This isn’t a gear upgrade story. It’s a story about seeing. About how the device in your pocket can teach you to notice the world, and how that noticing eventually demands a more deliberate tool.

Phase 1: The iPhone Era (2018–2023)

Person taking a photo with their phone at sunset For years, my iPhone was my only camera. Like most people, I used it for:
  • Family moments — birthdays, first days of school, Sunday park visits
  • Travel snapshots — “we were here” documentation
  • Food photos nobody asked for
  • Screenshots of things I wanted to remember
I never thought of these as “photography.” They were just… records.

The Shift

Something changed in 2022. I was walking along Bondi to Coogee — a coastal walk I’d done dozens of times — and the afternoon light was doing something extraordinary to the cliffs. The sandstone was glowing amber. The ocean was three different shades of blue. I took a photo with my iPhone, looked at it, and felt frustrated. The photo was fine. It was technically competent. But it didn’t feel like what I saw. The dynamic range was crushed. The detail in the shadows was gone. The sense of scale was absent. That frustration was the beginning.
“Your first 10,000 photographs are your worst.” — Henri Cartier-Bresson

What the iPhone Taught Me

Looking back, the iPhone years were essential. Without knowing it, I was learning:
  • Composition instincts. I was unconsciously applying the rule of thirds, looking for leading lines, and finding frames within frames — all on a 6.1-inch screen.
  • Light awareness. I started noticing golden hour, blue hour, and the harshness of midday sun. Not because I read about it, but because my iPhone photos looked noticeably better at certain times.
  • Moment recognition. The speed of a phone camera taught me to react. See it, pull it out, shoot. That instinct carries over to any camera.
  • Editing basics. Lightroom Mobile became a daily habit. I learned about exposure, contrast, white balance, and color grading — all on my phone.
If you’re still shooting on a phone, don’t feel like you need to “upgrade” to be a real photographer. The iPhone taught me more about seeing than any camera course. The constraint of a fixed lens and a tiny sensor forces creative problem-solving.

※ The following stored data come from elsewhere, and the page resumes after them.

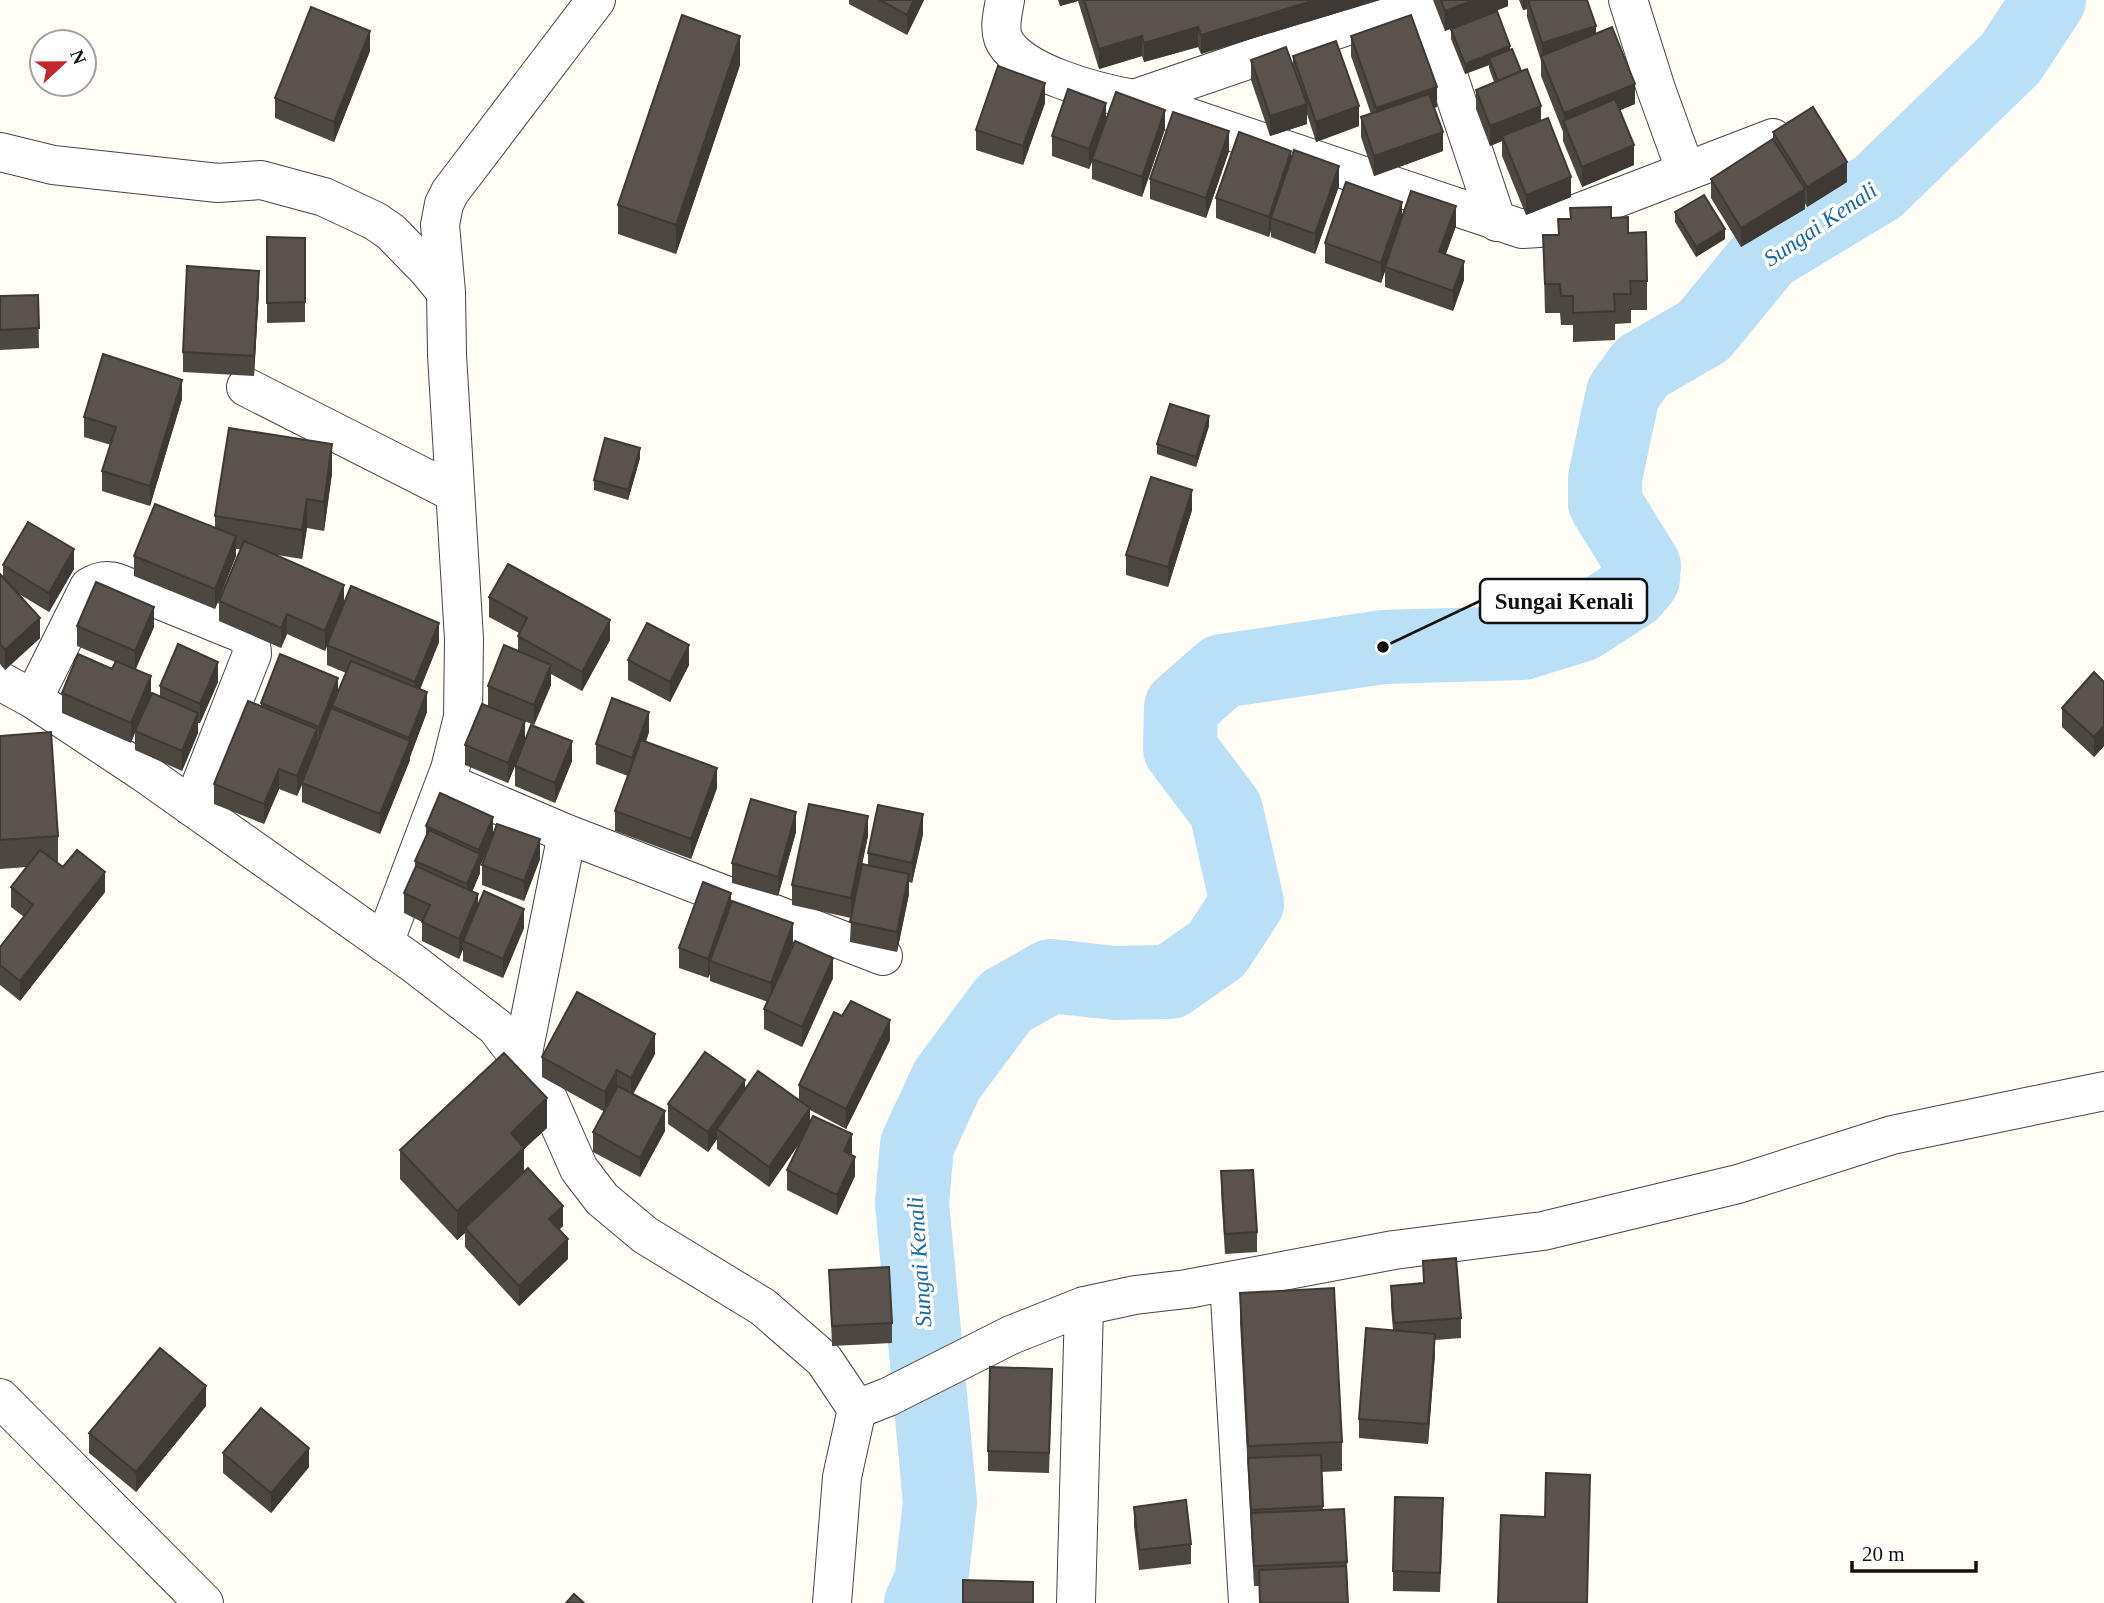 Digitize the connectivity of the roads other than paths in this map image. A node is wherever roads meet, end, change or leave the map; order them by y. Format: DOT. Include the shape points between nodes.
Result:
graph roads {
  1 [pos="596,0"];
  2 [pos="1005,0"];
  3 [pos="1423,0"];
  4 [pos="1628,0"];
  5 [pos="1134,99"];
  6 [pos="1773,138"];
  7 [pos="0,152"];
  8 [pos="1686,172"];
  9 [pos="1497,222"];
  10 [pos="446,292"];
  11 [pos="246,387"];
  12 [pos="455,493"];
  13 [pos="0,681"];
  14 [pos="33,699"];
  15 [pos="445,782"];
  16 [pos="192,807"];
  17 [pos="567,834"];
  18 [pos="384,943"];
  19 [pos="883,956"];
  20 [pos="522,1058"];
  21 [pos="2104,1091"];
  22 [pos="1229,1281"];
  23 [pos="1084,1306"];
  24 [pos="0,1398"];
  25 [pos="873,1403"];
  26 [pos="204,1603"];
  27 [pos="832,1603"];
  28 [pos="1076,1603"];
  29 [pos="1248,1603"];
  1 -- 10 [label="street" via="450,192 440,225"];
  2 -- 5 [label="street" via="1003,38 1014,54 1097,92"];
  3 -- 5 [label="street"];
  3 -- 9 [label="street"];
  4 -- 8 [label="street"];
  5 -- 9 [label="street"];
  6 -- 8 [label="street"];
  7 -- 10 [label="street" via="53,165 218,183 261,180 324,197 391,232"];
  8 -- 9 [label="street" via="1539,228"];
  10 -- 12 [label="street"];
  11 -- 12 [label="street"];
  12 -- 15 [label="street" via="465,691 463,717"];
  13 -- 14 [label="street"];
  14 -- 16 [label="street"];
  14 -- 16 [label="street" via="89,587 98,582 118,583 241,633 252,654"];
  15 -- 17 [label="street"];
  15 -- 18 [label="street"];
  16 -- 18 [label="street"];
  17 -- 19 [label="street"];
  17 -- 20 [label="street"];
  18 -- 20 [label="street" via="496,1027"];
  20 -- 25 [label="street" via="545,1092 579,1169 602,1199 645,1234 763,1307"];
  21 -- 22 [label="street" via="1892,1135 1738,1184 1543,1231 1394,1250"];
  22 -- 23 [label="street"];
  22 -- 29 [label="street"];
  23 -- 25 [label="street" via="1011,1335"];
  23 -- 28 [label="street"];
  24 -- 26 [label="street"];
  25 -- 27 [label="street" via="842,1477"];
}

The Gift That Changed Everything

A new mirrorless camera — the gift that started it all My wife Gouthami had been watching me for months — how I’d stop mid-walk to frame a shot on my iPhone, how I’d spend evenings editing photos instead of watching TV, how I’d talk about light and composition at dinner like other people talk about cricket scores. She saw the obsession before I fully admitted it to myself. For my birthday, she proposed we buy a proper camera. Not a point-and-shoot, not a bridge camera — a real mirrorless system. “You’re already a photographer,” she said. “You just don’t have the right tool yet.” That gift didn’t just upgrade my gear. It gave me permission to take this seriously. There’s a difference between a hobby you dabble in and a passion someone you love believes in enough to invest in. Gouthami’s belief changed my relationship with photography overnight.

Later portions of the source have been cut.